Bei der mVh hat der Bw betreffend die Beibringung eines amtsärztlichen Gutachtens   sowie  einer verkehrspsychologischen  Stellungnahme  die  Berufung  zurückgezogen.

 

Betreffend  die  Beibringung

-          eines  amtsärztlichen Gutachtens   sowie

-          einer  verkehrpsychologischen  Stellungnahme

ist  somit  der  erstinstanzliche  Bescheid  in  Rechtskraft  erwachsen.

 

Aus dem Verfahrensakt sowie der mVh ergibt sich folgender entscheidungsrelevanter Sachverhalt:

 

Der Bw hat am 11.7.2006 gegen 01.15 Uhr durch das geöffnete Schlafzimmerfenster seines Hauses in O. mit seinem Kleinkalibergewehr einen Schuss (oder auch mehrere Schüsse) auf einen vorbeifahrenden Mopedlenker abgegeben, wodurch           die am Sozius mitfahrende – damals 13-jährige – Frau T. K. einen Rückenschuss  mit  Durchschuss  der  Lunge  erlitt.

Der Bw wurde mit rechtskräftigem Urteil des Landesgerichtes Wels als Geschworenengericht vom 12.4.2007, 24 Hv 2/07i wegen dem Vergehen der schweren Körperverletzung nach §§ 83 Abs.1, 84 Abs.1 und 84 Abs.2 Z.1 StGB               zu einer Freiheitsstrafe von zwei Jahren – davon 8 Monate unbedingt und                         16 Monate  bedingt  auf  drei Jahre  –  verurteilt.

 

Der UVS als Behörde II. Instanz in Angelegenheiten der Entziehung der Lenkberechtigung  ist  an  dieses  rechtskräftige  Gerichtsurteil  gebunden;

VwGH vom 6.4.2006, 2005/11/0214;  vom 6.7.2004, 2002/11/0163; vom 20.2.2001, 98/11/0317;  vom 14.11.1995, 95/11/0215  und  vom 27.6.1995, 95/11/0004;

vgl.  auch  OGH  –  verstärkter  Senat  vom 17.10.1995,  1 Ob 612/95

 

Gemäß § 24 Abs. 1 Z. 1 FSG ist Besitzern einer Lenkberechtigung, bei denen die Voraussetzungen für die Erteilung der Lenkberechtigung nicht mehr gegeben sind, von der Behörde entsprechend den Erfordernissen der Verkehrssicherheit die Lenkberechtigung  zu  entziehen.

 

Gemäß § 25 Abs. 1 FSG ist bei der Entziehung auch auszusprechen,                              für  welchen  Zeitraum  die  Lenkberechtigung  entzogen  wird.
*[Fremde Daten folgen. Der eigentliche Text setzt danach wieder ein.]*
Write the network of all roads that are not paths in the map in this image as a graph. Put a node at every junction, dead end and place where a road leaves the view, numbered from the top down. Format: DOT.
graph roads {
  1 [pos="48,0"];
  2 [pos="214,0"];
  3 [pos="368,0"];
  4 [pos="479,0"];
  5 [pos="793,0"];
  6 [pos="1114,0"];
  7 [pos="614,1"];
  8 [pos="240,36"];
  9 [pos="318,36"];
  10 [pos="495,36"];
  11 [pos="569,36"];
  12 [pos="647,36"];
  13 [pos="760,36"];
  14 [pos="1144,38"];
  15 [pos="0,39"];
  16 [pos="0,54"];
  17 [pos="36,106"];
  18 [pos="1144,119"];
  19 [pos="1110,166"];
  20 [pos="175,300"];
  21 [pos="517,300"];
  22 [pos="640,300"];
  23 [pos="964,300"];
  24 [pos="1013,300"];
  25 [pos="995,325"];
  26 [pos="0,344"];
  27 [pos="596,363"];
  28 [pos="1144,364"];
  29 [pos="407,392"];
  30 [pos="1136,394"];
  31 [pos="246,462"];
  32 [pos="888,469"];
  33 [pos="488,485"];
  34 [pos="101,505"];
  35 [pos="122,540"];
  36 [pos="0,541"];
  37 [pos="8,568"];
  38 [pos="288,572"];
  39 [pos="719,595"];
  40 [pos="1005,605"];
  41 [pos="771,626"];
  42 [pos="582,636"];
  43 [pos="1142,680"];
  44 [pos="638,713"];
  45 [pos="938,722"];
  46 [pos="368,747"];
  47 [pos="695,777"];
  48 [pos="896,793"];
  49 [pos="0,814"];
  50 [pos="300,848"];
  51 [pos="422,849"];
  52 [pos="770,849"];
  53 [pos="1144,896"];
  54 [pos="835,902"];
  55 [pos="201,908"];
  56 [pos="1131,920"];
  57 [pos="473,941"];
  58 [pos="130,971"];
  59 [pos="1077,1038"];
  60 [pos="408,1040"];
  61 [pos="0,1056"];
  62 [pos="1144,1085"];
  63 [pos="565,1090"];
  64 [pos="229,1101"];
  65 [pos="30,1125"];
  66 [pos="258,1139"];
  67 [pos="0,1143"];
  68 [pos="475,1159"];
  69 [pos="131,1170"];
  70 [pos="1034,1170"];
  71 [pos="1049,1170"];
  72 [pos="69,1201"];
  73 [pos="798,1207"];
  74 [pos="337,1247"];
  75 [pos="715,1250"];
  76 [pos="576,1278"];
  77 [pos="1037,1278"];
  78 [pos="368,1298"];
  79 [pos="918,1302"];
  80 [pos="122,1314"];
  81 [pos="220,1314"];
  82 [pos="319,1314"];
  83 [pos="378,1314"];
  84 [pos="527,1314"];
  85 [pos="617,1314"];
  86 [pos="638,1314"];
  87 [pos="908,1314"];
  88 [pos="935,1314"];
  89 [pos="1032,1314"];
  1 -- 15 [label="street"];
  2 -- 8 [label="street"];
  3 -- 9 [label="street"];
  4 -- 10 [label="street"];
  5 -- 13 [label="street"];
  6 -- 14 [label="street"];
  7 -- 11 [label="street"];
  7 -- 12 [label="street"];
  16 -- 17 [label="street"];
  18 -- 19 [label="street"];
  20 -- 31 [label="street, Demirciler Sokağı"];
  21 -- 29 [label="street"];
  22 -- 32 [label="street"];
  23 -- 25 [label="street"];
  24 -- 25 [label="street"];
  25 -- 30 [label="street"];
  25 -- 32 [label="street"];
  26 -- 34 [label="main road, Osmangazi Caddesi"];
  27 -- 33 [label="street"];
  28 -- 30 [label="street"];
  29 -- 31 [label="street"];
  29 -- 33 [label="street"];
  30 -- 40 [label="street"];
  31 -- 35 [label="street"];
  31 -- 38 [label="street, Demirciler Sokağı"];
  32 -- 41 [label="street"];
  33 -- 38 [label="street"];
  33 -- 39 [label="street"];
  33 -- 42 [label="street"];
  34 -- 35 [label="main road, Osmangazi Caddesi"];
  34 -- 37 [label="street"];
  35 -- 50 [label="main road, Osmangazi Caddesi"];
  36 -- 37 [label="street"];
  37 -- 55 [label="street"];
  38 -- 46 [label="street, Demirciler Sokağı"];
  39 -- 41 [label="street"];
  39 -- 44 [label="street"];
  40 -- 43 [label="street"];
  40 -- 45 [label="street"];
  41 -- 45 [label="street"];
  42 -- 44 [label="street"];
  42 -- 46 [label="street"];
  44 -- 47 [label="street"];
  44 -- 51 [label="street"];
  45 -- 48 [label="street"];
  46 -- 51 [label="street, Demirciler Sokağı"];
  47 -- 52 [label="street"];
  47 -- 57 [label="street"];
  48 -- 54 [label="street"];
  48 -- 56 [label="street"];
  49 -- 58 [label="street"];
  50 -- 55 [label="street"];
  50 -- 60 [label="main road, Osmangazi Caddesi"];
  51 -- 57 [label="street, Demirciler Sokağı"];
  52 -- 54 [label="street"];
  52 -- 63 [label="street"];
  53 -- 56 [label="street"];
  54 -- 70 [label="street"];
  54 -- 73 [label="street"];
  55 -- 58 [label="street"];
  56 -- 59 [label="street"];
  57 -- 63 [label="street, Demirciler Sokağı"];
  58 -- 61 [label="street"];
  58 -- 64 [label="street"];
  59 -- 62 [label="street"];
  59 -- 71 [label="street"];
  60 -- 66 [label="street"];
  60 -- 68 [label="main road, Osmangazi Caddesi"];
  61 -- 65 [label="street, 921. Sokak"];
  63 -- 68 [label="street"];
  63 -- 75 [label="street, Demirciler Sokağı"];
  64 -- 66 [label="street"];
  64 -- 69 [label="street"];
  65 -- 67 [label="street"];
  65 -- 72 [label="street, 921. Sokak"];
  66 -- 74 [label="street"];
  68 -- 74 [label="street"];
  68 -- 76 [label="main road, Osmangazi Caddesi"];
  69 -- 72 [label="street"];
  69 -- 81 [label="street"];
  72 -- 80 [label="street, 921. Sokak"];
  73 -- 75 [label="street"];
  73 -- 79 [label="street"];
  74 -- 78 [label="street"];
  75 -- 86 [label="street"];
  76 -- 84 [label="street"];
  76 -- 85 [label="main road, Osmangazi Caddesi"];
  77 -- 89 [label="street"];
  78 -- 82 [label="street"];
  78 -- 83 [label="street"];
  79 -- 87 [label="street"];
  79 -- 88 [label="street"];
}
Dieser ist aufgrund der Ergebnisse des Ermittlungsverfahrens festzusetzen.

Gemäß § 25 Abs. 3 FSG ist bei einer Entziehung wegen mangelnder Verkehrszuverlässigkeit (§ 7) eine Entziehungsdauer von mindestens drei Monaten festzusetzen. 

Wurden Anordnungen gem. § 24 Abs. 3 FSG  –  im vorliegenden Fall:  Beibringung eines amtsärztliches Gutachten und einer verkehrspsychologischen Stellungnahme – getroffen,  so  endet  die  Entziehungsdauer  nicht  vor  Befolgung  der  Anordnung.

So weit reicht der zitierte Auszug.